-- Problem details --
Below are records; count the lines among them that include the string "edges", and state only the number.

-- Source information --
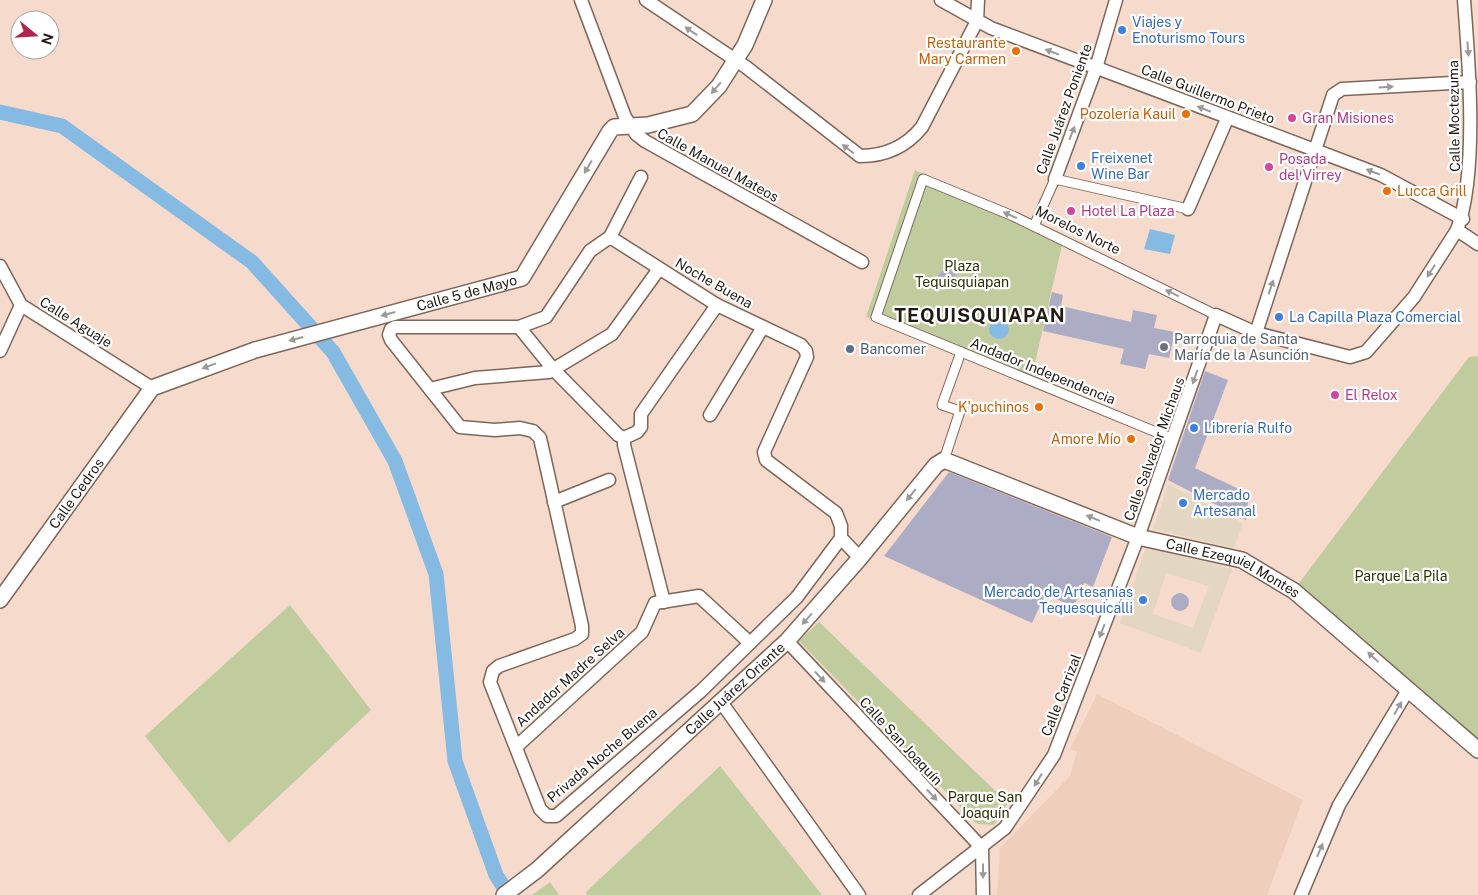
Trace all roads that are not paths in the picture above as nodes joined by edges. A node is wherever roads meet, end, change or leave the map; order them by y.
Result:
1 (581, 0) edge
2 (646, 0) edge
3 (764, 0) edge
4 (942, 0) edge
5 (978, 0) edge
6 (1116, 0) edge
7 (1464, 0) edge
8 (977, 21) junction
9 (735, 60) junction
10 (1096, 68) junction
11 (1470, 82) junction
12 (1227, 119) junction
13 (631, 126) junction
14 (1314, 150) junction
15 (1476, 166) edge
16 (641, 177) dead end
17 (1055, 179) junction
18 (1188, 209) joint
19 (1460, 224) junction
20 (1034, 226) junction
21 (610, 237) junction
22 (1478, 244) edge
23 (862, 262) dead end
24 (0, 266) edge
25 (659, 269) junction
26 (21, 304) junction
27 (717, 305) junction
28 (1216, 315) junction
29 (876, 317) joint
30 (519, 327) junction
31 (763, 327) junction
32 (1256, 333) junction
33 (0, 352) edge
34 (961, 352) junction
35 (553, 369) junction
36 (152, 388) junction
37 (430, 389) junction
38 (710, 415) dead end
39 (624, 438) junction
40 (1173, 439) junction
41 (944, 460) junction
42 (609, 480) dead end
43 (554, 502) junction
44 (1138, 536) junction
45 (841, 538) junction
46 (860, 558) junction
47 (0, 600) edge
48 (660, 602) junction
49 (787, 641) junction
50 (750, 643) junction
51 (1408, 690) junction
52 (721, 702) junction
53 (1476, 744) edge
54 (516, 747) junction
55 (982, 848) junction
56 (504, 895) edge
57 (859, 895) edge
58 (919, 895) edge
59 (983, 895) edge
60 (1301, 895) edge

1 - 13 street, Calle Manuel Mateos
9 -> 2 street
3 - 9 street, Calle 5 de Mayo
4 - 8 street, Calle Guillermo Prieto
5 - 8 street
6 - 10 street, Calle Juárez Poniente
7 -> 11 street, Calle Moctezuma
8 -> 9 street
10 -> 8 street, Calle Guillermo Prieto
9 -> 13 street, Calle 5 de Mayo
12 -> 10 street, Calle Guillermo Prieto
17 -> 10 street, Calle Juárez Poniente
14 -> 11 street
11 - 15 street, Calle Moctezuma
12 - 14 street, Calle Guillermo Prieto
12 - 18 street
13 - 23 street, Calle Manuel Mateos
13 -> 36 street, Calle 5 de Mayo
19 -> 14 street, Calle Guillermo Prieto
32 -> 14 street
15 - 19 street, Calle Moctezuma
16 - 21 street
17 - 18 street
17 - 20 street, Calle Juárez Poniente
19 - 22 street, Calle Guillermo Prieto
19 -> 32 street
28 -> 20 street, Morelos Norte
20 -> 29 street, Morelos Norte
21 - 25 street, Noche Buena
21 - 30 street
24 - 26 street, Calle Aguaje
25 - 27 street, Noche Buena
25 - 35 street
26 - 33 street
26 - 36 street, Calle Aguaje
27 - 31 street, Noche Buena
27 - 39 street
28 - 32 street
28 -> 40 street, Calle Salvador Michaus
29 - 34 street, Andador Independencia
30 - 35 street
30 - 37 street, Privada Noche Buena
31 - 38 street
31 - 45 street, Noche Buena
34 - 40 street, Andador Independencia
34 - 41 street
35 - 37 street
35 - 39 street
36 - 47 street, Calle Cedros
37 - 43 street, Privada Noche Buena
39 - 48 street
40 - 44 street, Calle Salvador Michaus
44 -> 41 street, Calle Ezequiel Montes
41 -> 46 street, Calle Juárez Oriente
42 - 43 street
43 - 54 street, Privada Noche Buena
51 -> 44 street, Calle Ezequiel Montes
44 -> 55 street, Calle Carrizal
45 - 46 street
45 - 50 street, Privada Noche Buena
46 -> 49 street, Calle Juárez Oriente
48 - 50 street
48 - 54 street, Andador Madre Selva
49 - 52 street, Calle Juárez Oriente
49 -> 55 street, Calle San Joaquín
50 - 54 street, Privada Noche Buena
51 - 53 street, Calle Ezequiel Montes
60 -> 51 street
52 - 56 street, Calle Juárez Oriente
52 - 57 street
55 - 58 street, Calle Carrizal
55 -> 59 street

==

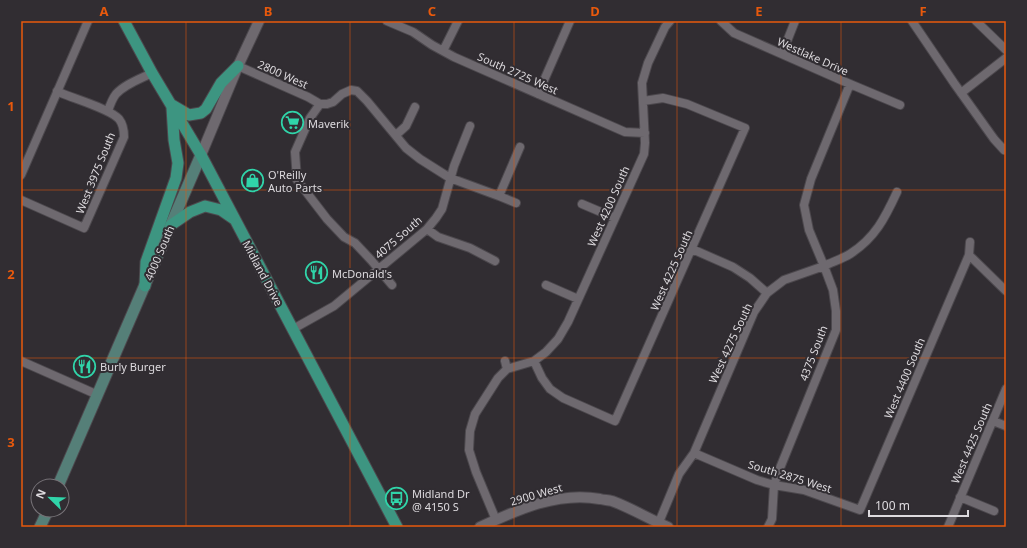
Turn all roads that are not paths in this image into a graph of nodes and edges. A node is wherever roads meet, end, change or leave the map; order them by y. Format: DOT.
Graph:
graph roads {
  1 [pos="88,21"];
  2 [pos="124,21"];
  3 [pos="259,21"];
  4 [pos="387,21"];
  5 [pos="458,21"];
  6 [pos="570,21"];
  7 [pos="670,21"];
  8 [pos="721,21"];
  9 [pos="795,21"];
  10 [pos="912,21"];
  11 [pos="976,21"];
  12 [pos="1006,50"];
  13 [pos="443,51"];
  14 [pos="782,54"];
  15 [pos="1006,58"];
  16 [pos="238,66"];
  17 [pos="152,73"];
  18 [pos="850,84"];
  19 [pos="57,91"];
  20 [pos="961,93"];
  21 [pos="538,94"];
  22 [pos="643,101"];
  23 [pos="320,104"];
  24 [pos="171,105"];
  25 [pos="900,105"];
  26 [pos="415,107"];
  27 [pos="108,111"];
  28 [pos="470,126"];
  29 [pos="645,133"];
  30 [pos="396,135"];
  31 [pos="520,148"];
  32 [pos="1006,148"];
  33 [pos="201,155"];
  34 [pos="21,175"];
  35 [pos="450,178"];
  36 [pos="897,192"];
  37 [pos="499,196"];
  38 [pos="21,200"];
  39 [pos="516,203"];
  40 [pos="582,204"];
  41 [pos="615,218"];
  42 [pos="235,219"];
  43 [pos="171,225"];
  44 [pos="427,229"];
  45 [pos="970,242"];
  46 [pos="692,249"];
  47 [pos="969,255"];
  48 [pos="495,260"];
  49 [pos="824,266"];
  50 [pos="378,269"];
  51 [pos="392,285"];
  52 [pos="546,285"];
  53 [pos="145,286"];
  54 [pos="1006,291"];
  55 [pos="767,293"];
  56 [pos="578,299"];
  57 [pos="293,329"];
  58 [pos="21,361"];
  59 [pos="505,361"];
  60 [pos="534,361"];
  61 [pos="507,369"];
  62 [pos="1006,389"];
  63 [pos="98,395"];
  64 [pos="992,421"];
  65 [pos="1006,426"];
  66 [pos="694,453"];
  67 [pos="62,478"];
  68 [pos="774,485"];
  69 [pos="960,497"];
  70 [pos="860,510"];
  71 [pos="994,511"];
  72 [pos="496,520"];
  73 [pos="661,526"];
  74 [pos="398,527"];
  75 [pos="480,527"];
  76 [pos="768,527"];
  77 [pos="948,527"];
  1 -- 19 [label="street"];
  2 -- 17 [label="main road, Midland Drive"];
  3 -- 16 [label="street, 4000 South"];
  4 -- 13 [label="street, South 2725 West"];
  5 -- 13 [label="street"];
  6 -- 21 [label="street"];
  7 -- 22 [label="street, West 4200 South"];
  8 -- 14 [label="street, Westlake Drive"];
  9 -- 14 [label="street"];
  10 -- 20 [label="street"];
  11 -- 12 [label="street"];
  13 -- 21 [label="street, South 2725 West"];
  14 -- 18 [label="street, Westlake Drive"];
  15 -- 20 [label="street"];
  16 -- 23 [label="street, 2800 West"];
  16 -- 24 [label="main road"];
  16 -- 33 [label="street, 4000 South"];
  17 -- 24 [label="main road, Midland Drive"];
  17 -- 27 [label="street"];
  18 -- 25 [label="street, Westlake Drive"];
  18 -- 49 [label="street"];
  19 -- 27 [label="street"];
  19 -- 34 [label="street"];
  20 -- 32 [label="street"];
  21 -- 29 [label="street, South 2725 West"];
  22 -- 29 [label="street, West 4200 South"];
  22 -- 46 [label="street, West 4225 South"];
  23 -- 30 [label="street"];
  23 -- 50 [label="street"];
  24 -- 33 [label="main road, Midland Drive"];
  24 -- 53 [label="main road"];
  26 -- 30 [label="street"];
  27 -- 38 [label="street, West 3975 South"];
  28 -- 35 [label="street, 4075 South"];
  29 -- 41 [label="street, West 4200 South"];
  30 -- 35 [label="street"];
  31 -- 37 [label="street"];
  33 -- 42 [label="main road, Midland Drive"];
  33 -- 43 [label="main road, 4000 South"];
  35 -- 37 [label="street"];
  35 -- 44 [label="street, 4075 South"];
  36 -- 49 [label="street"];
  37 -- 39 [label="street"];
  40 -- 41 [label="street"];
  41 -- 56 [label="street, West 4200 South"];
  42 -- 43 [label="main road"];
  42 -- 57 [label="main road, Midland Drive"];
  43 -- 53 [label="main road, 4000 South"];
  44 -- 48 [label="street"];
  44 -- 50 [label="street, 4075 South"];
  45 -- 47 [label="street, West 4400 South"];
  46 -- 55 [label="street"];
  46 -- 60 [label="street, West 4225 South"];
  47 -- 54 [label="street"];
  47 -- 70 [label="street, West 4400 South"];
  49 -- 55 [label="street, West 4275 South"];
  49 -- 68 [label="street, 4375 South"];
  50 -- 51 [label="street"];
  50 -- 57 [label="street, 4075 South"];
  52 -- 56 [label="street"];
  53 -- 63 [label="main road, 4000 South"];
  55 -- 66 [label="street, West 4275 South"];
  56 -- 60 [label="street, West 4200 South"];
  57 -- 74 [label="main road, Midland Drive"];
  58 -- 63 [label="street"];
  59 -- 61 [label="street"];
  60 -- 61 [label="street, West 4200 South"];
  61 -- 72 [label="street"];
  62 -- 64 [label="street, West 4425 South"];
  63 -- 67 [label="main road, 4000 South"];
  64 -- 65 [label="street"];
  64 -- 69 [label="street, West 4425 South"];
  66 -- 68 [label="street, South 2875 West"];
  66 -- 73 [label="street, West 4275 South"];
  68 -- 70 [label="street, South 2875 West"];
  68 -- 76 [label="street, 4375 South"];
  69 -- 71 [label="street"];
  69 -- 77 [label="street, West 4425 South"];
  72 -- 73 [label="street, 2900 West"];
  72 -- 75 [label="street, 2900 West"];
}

==

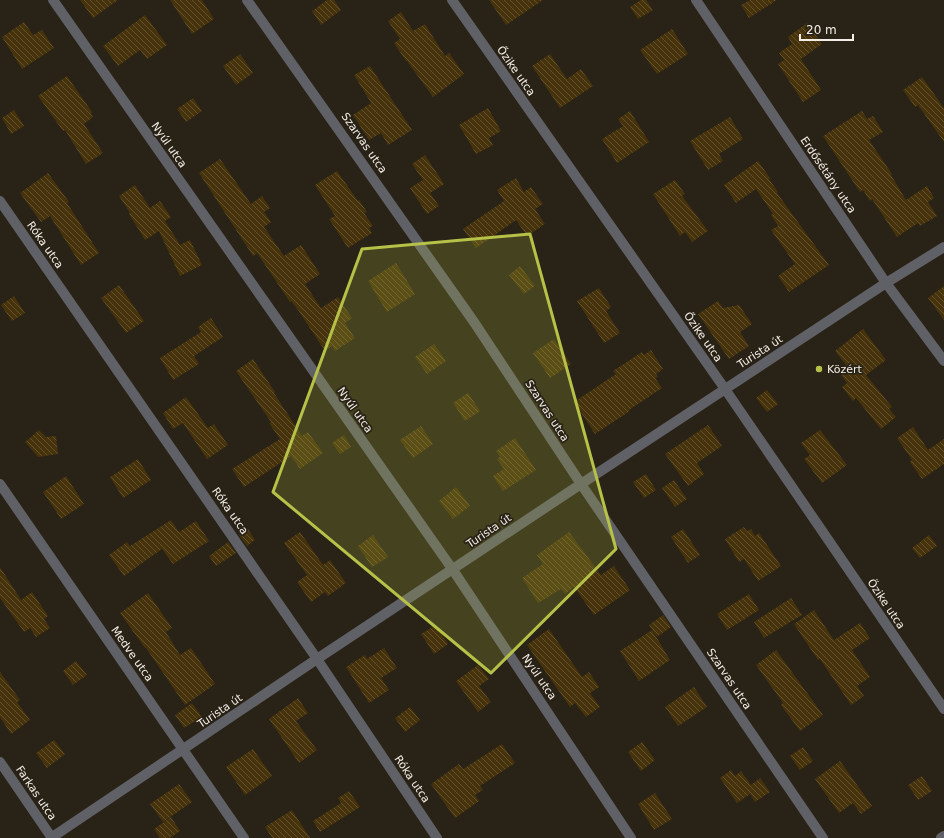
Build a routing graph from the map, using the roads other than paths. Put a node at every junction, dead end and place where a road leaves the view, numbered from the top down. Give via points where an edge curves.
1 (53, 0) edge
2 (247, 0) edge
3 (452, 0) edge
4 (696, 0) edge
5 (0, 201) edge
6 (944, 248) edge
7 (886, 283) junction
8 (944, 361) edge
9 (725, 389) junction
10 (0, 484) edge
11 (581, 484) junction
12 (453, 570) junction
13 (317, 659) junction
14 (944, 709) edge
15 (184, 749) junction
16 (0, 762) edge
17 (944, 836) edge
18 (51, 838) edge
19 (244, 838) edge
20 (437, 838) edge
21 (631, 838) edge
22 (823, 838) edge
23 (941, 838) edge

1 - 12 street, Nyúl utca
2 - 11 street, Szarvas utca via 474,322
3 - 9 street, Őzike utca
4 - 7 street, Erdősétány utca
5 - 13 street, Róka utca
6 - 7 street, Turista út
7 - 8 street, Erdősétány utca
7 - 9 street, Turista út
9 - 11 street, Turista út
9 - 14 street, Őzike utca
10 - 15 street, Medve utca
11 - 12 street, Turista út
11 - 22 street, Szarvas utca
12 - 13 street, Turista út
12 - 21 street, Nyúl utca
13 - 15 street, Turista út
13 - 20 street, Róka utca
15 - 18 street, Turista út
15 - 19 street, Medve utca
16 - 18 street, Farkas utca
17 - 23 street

-- Output of the task --
2